+++ Listed entries

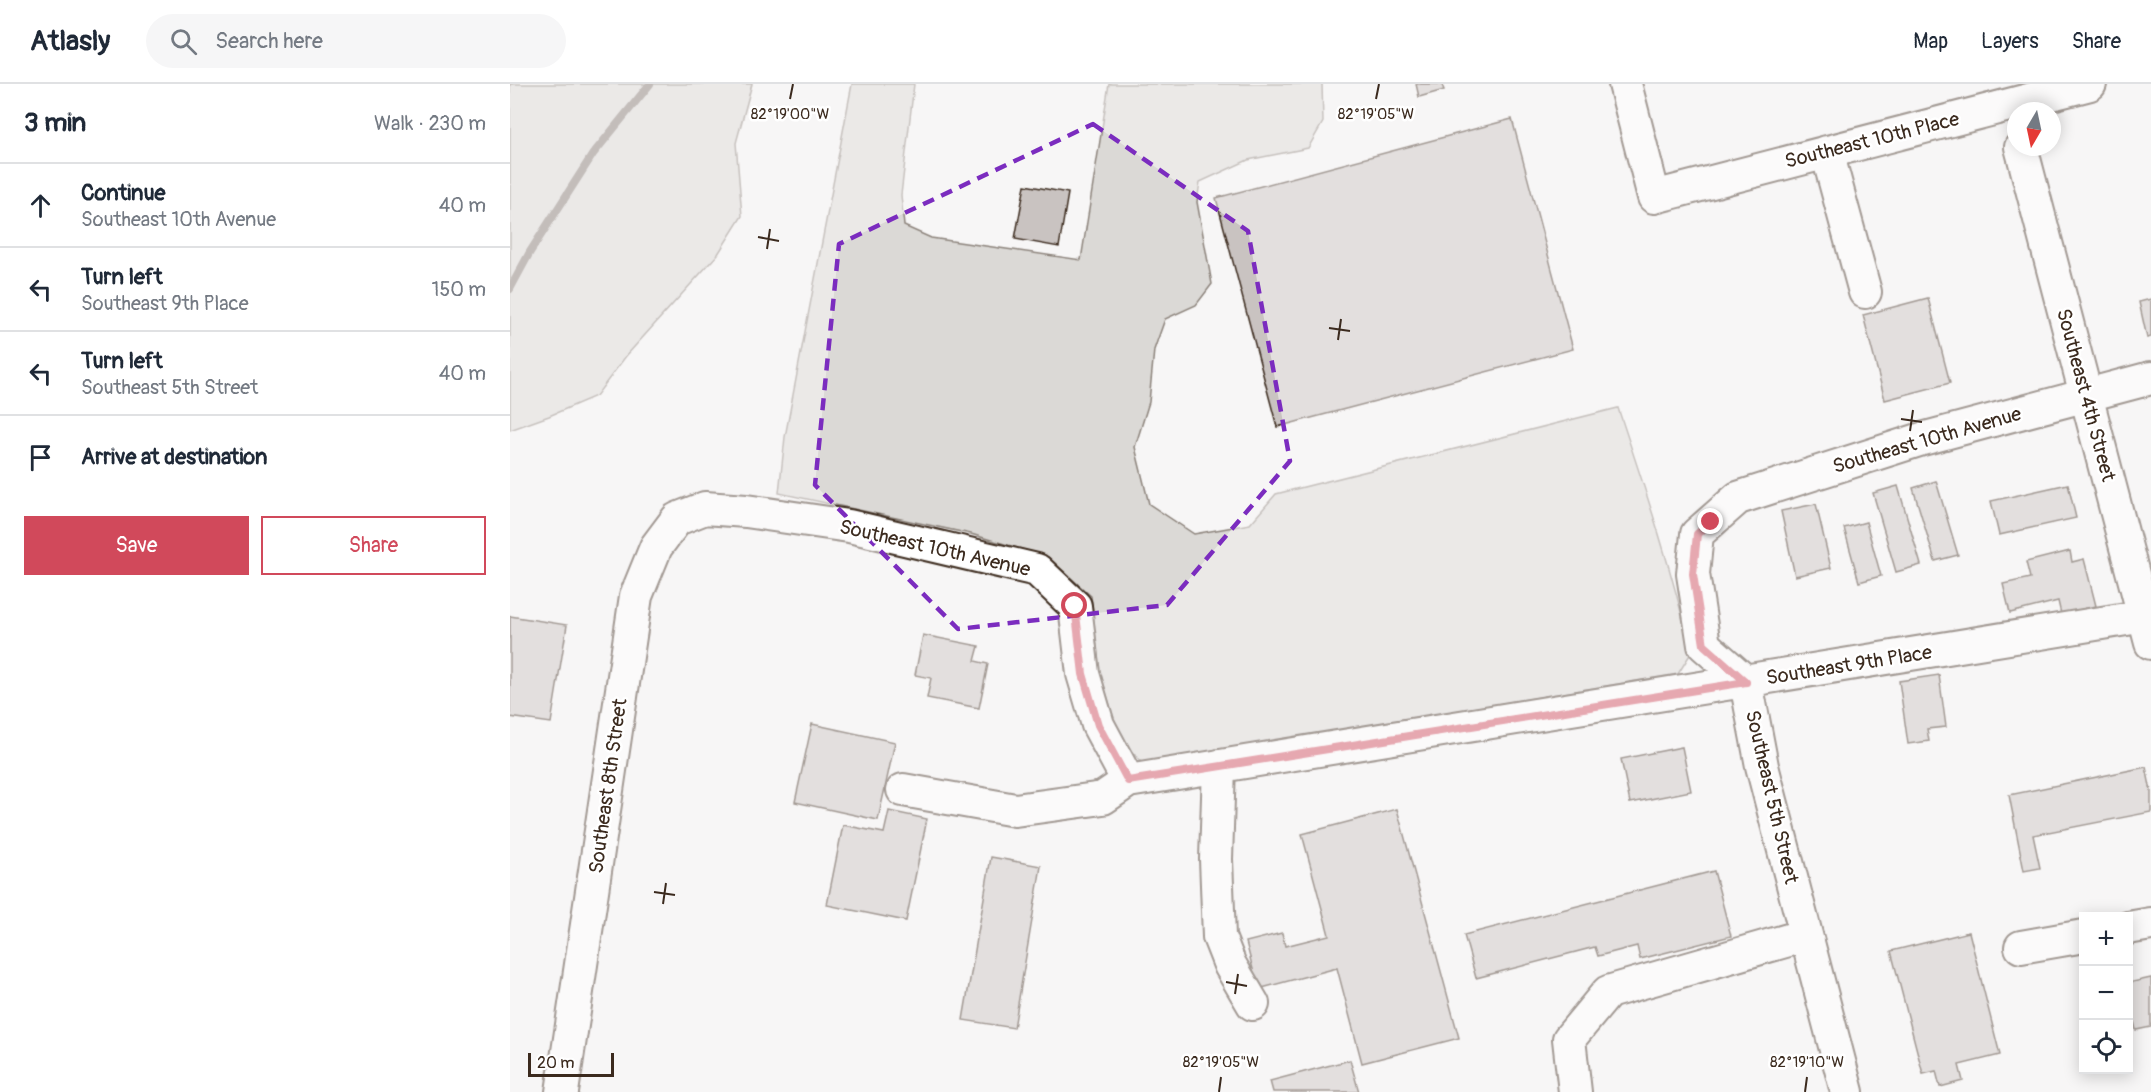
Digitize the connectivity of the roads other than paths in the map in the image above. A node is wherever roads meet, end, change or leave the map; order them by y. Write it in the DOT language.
graph roads {
  1 [pos="1625,84"];
  2 [pos="2090,84"];
  3 [pos="2025,102"];
  4 [pos="2007,107"];
  5 [pos="1827,152"];
  6 [pos="2023,156"];
  7 [pos="1865,292"];
  8 [pos="2151,378"];
  9 [pos="2086,395"];
  10 [pos="705,508"];
  11 [pos="1711,522"];
  12 [pos="2149,625"];
  13 [pos="1746,682"];
  14 [pos="1219,766"];
  15 [pos="1128,781"];
  16 [pos="903,790"];
  17 [pos="2151,924"];
  18 [pos="2133,927"];
  19 [pos="1806,935"];
  20 [pos="2079,937"];
  21 [pos="2021,947"];
  22 [pos="1253,1004"];
  23 [pos="562,1092"];
  24 [pos="1575,1092"];
  25 [pos="1847,1092"];
  1 -- 5 [label="street, Southeast 10th Place"];
  2 -- 3 [label="street, Southeast 10th Place"];
  4 -- 5 [label="street, Southeast 10th Place"];
  5 -- 7 [label="street"];
  6 -- 9 [label="street, Southeast 4th Street"];
  8 -- 9 [label="street, Southeast 10th Avenue"];
  9 -- 11 [label="street, Southeast 10th Avenue"];
  9 -- 12 [label="street, Southeast 4th Street"];
  10 -- 15 [label="street, Southeast 10th Avenue"];
  10 -- 23 [label="street, Southeast 8th Street"];
  11 -- 13 [label="street, Southeast 5th Street"];
  12 -- 13 [label="street, Southeast 9th Place"];
  13 -- 14 [label="street, Southeast 9th Place"];
  13 -- 19 [label="street, Southeast 5th Street"];
  14 -- 15 [label="street, Southeast 9th Place"];
  14 -- 22 [label="street"];
  15 -- 16 [label="street"];
  17 -- 18 [label="street"];
  19 -- 24 [label="street"];
  19 -- 25 [label="street, Southeast 5th Street"];
  20 -- 21 [label="street"];
}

++++++

How many lines in the records above contain the word "Place"? Give only the number.

> _Solution to this exercise_:
6